Chimera
Chimera is a software suite that aims at better connecting the big data world with semantic technologies. It provides two components for enabling Knowledge Graphs empowered analytics scalable to big data technologies:
-
OntopSpark: an extension of the Ontop Ontology Based Data Access (OBDA) system, which uses Apache Spark as a query processing engine for accessing the data stored in data lakes. The integration of a distributed data processing engine such as Apache Spark allows exploiting the Ontop data integration capabilities at its maximum potential, as it brings all the advantages of velocity and parallel computation typical of a distributed system to the task of solving a SPARQL query.
-
PySPARQL: a library that allows the users to query a SPARQL endpoint using a python notebook, process the response with Apache Spark, and eventually store the Spark DataFrame / GraphFrame into the data lake.
Scope
This project aims to build a general framework that can be possibly applied to many industrial scenarios, in order to improve the support of KG-empowered analytical solutions to big data and make possible the creation of round-tripping data pipelines. Therefore, we have developed Chimera for being scalable and problem-agnostic, to encourage the adoption by many companies.
Hence, we think it is very important to make all components available as Docker images. We have also created an infrastructure template and a demo for showing how to use Chimera in practice for performing a round-trip analysis.
Features
Ontology Based Data Access (OBDA)
The OBDA paradigm enables creating analytical SPARQL queries based on data physically stored in relational formats by writing queries over an ontology that makes transparent the task of retrieving data from several SQL tables and joining them. Among the reference OBDA systems, we decided to develop an extension for Ontop, as it is one of the first to be offered as a commercial solution. We developed the OntopSpark extension for enabling Ontop to perform OBDA by querying relational data physically stored in Spark tables. OntopSpark uses the Ontop’s Virtual Knowledge Graph (VKG) mechanism, which allows creating RDF representations of relational data without allocating additional space.
OntopSpark needs three files to respond to SPARQL queries by building the corresponding VKGs: 1. a DB-descriptive ontology file (usually .owl or .ttl) containing the ontological concepts in OWL2QL profile needed by the Ontop reasoner the semantic of the relational data stored in the Spark tables, 2. a configuration file for correctly instantiating a JDBC connection to the database, and 3. a mapping file for the RDF-to-SQL translation of the VKGs. For more details on how to configure OntopSpark, see the configuration section.

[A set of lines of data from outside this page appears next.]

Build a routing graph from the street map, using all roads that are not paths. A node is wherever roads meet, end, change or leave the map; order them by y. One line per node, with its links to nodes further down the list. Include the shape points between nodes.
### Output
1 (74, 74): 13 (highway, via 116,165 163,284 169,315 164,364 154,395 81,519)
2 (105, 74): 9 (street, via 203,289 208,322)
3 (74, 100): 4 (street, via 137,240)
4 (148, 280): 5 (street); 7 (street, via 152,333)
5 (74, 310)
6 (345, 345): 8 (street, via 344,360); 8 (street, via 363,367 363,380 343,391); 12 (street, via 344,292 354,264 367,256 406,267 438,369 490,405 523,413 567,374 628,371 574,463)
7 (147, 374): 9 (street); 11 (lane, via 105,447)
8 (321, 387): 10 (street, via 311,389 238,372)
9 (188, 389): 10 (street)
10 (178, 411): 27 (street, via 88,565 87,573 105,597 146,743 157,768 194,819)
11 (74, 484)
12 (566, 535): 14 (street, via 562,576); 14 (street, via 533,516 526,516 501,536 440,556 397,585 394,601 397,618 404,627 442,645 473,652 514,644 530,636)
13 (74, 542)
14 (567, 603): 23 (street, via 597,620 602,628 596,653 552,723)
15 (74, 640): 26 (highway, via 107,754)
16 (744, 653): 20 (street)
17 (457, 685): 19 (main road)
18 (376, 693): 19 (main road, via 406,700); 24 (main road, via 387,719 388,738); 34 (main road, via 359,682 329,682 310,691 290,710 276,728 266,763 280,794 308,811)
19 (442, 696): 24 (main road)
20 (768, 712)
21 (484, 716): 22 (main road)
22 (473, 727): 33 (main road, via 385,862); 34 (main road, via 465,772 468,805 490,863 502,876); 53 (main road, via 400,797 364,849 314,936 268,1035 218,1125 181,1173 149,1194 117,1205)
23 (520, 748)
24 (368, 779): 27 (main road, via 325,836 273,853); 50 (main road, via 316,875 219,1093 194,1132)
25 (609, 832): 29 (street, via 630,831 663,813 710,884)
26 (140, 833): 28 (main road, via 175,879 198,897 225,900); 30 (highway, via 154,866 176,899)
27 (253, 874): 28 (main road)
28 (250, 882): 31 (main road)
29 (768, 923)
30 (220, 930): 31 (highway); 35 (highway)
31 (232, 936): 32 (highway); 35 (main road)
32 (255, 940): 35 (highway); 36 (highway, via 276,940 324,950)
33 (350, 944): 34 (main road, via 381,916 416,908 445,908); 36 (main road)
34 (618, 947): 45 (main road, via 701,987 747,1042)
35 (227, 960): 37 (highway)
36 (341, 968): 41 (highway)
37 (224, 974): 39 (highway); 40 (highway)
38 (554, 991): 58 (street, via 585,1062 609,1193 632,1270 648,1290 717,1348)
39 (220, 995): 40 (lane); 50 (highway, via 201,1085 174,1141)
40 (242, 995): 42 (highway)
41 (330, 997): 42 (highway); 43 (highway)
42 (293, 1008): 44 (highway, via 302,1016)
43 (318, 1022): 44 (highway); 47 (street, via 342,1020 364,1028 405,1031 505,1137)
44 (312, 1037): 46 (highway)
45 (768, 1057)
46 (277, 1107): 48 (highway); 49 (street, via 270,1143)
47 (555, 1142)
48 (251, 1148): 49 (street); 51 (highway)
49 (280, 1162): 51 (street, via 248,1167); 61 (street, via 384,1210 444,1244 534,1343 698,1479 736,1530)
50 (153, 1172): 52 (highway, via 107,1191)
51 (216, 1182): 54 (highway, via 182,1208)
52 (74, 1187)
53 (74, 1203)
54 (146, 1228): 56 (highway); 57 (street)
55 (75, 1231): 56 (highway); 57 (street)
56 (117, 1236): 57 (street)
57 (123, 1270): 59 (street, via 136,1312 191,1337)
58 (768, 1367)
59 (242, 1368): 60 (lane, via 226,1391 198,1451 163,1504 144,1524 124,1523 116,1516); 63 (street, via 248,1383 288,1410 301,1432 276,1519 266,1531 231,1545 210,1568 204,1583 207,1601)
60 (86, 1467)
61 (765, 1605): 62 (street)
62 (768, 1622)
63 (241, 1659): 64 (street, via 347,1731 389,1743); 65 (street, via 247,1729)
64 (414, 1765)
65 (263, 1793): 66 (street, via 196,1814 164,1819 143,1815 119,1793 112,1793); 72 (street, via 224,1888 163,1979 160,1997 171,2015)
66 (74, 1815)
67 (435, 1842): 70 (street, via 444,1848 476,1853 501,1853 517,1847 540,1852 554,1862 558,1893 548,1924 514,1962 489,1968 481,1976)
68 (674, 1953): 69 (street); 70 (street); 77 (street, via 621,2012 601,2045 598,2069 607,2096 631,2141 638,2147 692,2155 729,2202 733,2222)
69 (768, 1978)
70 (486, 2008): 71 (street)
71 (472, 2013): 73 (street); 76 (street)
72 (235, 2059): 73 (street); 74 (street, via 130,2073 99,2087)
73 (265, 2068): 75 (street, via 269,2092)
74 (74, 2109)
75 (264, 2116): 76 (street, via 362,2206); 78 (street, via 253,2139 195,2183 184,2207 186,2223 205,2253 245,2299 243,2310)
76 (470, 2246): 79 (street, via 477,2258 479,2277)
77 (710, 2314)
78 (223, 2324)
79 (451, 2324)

OntopSpark is available in two different packages, namely OntopSpark-Protégé and OntopSpark-CLI. The first one is an extension that allows building ontologies and mappings using the graphical interface of Protégé, while the second exposes a SPARQL endpoint (web GUI or CLI) used for industrial deployment. We use the OntopSpark-CLI package for building a docker image available on DockerHub.
SPARQL queries using notebooks and Apache Spark
The PySPARQL python module allows the users to query a SPARQL endpoint using a python notebook and to process the response inside Apache Spark. PySPARQL leverages pyspark to manage Spark DataFrames, and uses well known libraries such as SPARQLWrapper and rdflib to handle the communication with a SPARQL endpoint and manage the result. PySPARQL is tested with multiple Spark versions and is available on PyPi.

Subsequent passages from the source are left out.